• Exercise aim:
Line count for "проезд": give the number of lines in the records below that hold it, and nothing else.

********

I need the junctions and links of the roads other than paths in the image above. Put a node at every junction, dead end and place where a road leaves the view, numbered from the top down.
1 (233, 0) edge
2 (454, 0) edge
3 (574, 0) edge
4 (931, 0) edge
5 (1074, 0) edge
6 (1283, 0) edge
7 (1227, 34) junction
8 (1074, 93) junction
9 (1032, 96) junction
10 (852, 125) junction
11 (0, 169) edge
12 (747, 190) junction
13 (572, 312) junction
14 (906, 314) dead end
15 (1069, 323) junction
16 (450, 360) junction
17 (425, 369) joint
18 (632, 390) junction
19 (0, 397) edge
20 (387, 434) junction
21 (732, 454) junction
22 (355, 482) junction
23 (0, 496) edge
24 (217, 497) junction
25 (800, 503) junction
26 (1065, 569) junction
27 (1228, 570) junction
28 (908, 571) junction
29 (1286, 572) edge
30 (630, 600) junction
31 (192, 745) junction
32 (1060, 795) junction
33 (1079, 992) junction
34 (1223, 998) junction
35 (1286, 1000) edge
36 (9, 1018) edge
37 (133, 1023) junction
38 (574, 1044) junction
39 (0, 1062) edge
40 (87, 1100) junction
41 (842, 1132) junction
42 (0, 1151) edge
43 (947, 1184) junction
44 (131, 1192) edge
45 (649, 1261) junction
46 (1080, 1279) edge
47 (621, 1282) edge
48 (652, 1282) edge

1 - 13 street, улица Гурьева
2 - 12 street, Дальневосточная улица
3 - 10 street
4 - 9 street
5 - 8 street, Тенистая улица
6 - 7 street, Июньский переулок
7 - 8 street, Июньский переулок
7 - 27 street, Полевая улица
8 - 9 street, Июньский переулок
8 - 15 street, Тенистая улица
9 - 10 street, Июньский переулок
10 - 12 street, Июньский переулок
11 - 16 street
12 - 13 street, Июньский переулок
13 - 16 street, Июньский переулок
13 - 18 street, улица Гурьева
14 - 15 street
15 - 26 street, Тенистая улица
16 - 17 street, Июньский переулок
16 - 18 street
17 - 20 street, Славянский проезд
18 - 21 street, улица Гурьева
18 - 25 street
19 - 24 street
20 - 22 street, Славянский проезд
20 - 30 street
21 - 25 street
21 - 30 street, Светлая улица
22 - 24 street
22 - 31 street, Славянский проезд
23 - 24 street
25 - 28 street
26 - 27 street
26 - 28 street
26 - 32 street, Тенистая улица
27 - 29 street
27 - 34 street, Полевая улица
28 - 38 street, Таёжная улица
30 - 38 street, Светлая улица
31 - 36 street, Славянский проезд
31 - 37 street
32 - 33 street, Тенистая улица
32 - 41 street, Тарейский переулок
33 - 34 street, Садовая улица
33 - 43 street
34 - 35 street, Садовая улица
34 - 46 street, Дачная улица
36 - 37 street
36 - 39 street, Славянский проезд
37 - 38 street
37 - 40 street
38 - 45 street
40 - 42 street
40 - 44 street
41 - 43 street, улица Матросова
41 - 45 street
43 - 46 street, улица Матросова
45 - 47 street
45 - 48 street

********

• Problem solution:
5